[Information given Boundary: Start]

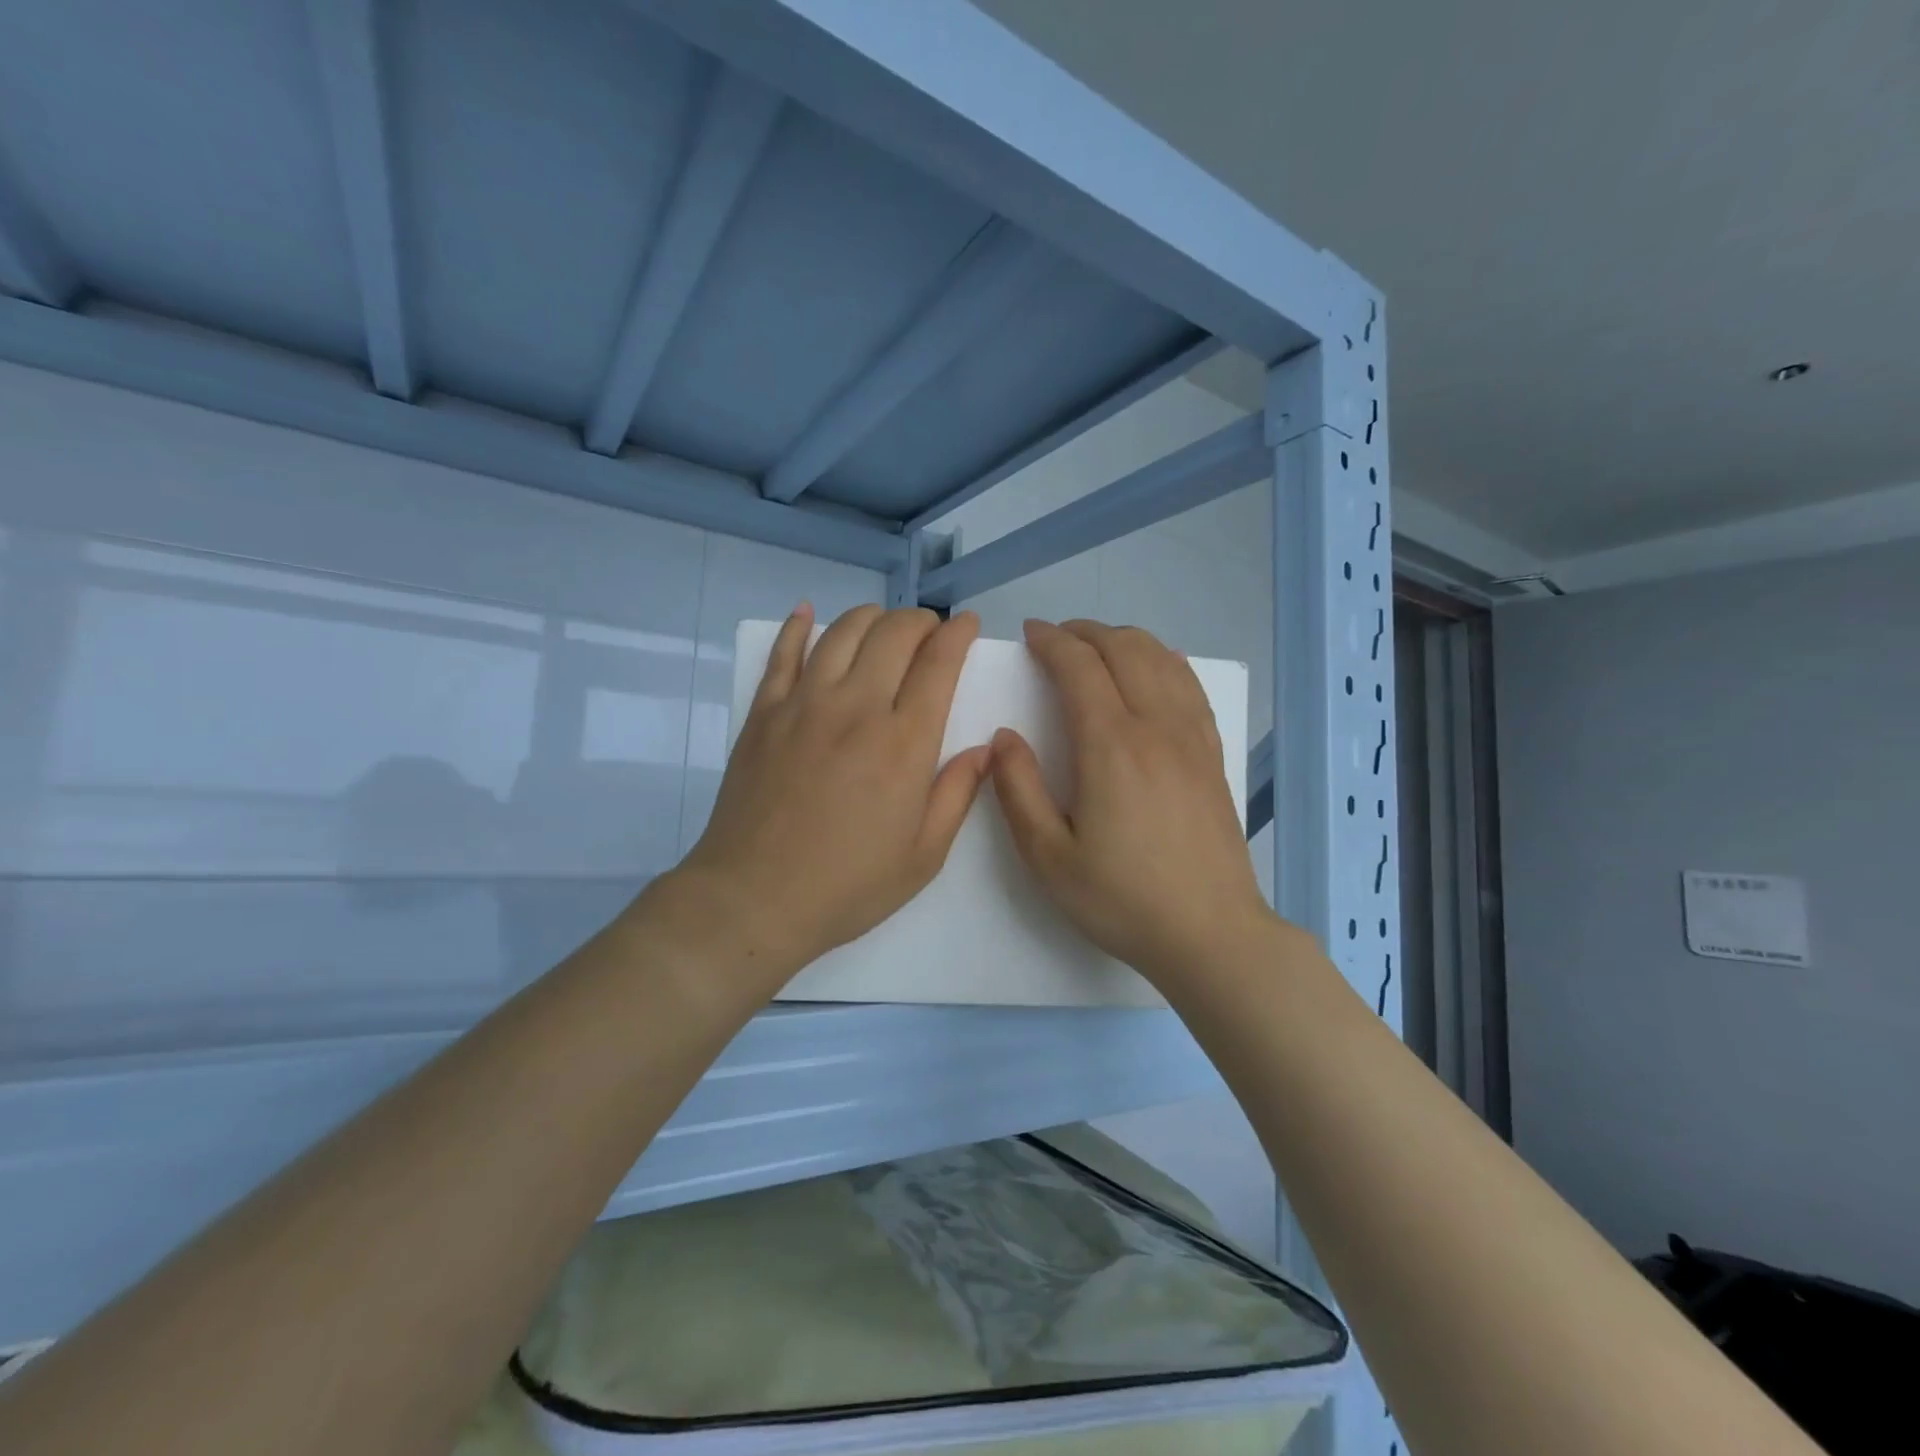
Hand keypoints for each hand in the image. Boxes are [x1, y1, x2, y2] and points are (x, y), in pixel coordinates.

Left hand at [667, 603, 990, 984]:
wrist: (754, 899)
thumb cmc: (848, 885)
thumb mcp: (923, 856)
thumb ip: (958, 794)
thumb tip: (985, 748)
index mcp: (903, 742)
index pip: (939, 663)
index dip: (958, 634)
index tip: (968, 625)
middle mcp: (856, 707)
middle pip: (893, 633)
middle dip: (920, 621)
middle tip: (929, 633)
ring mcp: (803, 704)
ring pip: (842, 632)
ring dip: (871, 617)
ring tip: (883, 626)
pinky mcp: (763, 713)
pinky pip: (782, 652)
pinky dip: (797, 626)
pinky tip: (808, 613)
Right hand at [990, 619, 1279, 988]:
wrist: (1210, 933)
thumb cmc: (1122, 899)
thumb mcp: (1048, 857)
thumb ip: (1018, 790)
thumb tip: (1004, 736)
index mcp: (1111, 746)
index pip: (1079, 666)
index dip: (1051, 641)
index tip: (1029, 634)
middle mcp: (1156, 727)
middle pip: (1124, 648)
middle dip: (1086, 631)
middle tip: (1056, 638)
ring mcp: (1192, 738)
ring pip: (1162, 659)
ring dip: (1125, 640)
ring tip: (1097, 648)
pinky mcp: (1213, 754)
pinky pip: (1190, 685)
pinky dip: (1164, 661)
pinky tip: (1153, 672)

[Information given Boundary: End]

# Exercise directions
Print exactly the lines running from the start of the entries above to the line with "thumb tip: (985, 748)", both included; leave out any pictures.

# Task solution
Hand keypoints for each hand in the image. Boxes are [x1, y1, x2, y2] and points are (x, y), in pixel coordinates.

Left hand at [667, 603, 990, 984]:
wrist: (754, 899)
thumb cmc: (848, 885)
thumb mcp: (923, 856)
thumb ip: (958, 794)
thumb tip: (985, 748)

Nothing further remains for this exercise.